Massimo Group lifted gross margin 300 basis points by concentrating distribution on premium UTVs and side-by-sides

The powersports maker cut SKU count, raised ASPs, and documented the margin lift in a fiscal year where revenue held flat.

Massimo Group reported a gross margin expansion of 300 basis points for fiscal year 2025, reaching 24.7% compared to 21.7% the prior year, according to the company's earnings release filed with Morningstar and distributed via PRNewswire. Revenue stayed roughly flat year-over-year at $48.3 million, but the Texas-based powersports manufacturer documented the margin gain by narrowing its product mix toward premium-priced utility terrain vehicles and side-by-sides, reducing promotional activity, and tightening dealer distribution to focus on higher-ticket point-of-sale.

The company explicitly attributed the margin lift to "strategic pricing actions and a shift in product mix towards higher-margin premium models," per the filing. Massimo cut its active SKU count by approximately 20% during the year, discontinued entry-level ATV models that had required heavy dealer incentives, and introduced two new premium side-by-side models with retail prices above $12,000—roughly double the average selling price of its legacy lineup. Management noted that the premium models carried materially higher gross margins despite modestly higher landed costs, because the brand could command the price without matching the promotional depth that characterized the budget tier.

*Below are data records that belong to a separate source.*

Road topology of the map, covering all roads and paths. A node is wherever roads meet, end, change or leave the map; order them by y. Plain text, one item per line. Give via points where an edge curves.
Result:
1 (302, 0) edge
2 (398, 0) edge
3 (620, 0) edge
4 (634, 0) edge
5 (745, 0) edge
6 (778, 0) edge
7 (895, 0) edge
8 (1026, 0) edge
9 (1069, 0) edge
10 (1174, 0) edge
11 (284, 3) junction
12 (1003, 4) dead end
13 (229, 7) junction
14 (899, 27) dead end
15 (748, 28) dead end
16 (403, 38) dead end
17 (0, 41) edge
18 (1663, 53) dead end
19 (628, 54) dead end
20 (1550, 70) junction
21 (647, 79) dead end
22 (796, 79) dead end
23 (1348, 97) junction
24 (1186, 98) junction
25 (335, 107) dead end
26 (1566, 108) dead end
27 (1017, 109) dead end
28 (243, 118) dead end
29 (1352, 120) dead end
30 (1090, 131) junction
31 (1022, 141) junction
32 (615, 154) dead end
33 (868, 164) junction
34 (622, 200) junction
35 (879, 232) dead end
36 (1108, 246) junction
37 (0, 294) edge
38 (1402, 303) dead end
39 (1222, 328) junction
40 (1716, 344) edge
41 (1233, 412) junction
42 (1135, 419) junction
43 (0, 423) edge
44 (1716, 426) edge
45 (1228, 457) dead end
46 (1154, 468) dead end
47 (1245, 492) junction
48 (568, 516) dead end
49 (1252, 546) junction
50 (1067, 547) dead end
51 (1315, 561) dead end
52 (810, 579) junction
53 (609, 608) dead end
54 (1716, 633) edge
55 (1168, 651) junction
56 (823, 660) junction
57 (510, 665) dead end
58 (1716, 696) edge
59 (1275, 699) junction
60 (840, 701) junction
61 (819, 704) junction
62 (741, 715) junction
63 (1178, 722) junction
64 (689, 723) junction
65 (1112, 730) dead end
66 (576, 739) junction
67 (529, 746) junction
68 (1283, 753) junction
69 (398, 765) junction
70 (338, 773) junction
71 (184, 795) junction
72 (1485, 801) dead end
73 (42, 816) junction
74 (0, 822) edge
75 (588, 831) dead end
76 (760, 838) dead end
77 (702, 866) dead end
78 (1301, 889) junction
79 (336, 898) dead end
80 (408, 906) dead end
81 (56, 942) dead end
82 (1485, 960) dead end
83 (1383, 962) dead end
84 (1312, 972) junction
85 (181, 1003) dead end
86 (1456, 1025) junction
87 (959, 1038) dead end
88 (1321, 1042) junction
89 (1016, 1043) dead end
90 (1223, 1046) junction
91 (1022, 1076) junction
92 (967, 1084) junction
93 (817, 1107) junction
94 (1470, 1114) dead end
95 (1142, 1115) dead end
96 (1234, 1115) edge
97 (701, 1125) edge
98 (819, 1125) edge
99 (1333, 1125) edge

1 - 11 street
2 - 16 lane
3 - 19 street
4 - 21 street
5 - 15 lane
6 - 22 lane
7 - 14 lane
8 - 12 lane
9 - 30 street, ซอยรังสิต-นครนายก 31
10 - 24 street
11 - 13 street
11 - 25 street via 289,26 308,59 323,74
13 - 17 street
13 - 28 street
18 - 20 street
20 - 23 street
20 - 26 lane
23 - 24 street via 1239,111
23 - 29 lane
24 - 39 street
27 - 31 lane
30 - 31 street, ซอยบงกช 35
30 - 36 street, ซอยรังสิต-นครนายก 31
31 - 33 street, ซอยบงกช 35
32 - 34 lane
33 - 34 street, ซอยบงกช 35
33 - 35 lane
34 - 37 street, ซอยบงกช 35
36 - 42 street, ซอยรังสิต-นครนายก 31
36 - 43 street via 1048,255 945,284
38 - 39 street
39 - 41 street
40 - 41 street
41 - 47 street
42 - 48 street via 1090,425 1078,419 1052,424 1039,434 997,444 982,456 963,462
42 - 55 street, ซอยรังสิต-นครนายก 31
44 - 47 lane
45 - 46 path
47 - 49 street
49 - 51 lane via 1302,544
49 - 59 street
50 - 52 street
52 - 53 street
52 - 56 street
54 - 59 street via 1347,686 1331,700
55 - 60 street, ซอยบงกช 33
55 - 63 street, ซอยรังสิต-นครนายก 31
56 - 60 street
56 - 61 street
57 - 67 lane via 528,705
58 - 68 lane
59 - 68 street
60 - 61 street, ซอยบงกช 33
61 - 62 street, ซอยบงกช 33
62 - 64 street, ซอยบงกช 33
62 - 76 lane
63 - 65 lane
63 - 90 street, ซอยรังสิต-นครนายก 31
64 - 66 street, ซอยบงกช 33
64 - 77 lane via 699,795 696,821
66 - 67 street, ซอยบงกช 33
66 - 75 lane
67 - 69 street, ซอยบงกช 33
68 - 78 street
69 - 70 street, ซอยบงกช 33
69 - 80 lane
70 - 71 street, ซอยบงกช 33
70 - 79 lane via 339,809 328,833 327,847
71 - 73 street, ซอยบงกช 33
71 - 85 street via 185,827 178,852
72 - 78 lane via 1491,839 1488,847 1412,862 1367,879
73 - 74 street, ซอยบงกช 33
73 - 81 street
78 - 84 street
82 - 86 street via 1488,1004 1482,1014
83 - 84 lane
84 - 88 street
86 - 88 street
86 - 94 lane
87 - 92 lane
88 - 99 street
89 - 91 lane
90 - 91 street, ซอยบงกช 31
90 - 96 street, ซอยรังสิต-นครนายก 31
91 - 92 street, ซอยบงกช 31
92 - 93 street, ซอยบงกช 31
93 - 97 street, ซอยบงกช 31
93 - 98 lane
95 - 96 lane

The mechanism is product-mix arbitrage inside a stable revenue envelope. When a physical-goods brand holds revenue flat but expands gross margin by 300 basis points, it has effectively traded unit volume for margin dollars. Massimo's disclosure showed unit shipments declined in the low double digits year-over-year, but average selling price rose enough to keep top-line revenue steady while cost of goods sold dropped as a percentage of sales. The company also reduced inventory levels by 15% year-end versus the prior year, signaling tighter production discipline and less clearance pressure. In powersports, where dealer floor-plan financing and end-of-season blowouts routinely erode manufacturer margin, moving upmarket and pulling back unit push is a documented margin-defense tactic.

For a small physical-product brand, the steal is straightforward: identify your lowest-margin SKUs, calculate their true contribution after returns and discounting, then stop making them. Replace lost unit volume with fewer, higher-priced variants that solve a more specific job and command less price resistance. A three-step sequence: first, audit last twelve months' sales by SKU and rank by gross margin dollar per unit, not revenue. Second, discontinue the bottom quartile and reallocate production or supplier budget to one or two premium SKUs with features that justify a 30–50% price premium over your median product. Third, retrain your pitch—email, product page, sales call—around the job the premium variant solves, not around the price step. A candle brand might kill its $12 three-wick and introduce a $28 limited-batch version in a reusable ceramic vessel; a knife maker might stop the $40 paring set and launch a $95 chef's knife in higher-grade steel with lifetime sharpening. The revenue math works when the new SKU's margin dollars per unit exceed the old SKU's by more than the drop in unit volume.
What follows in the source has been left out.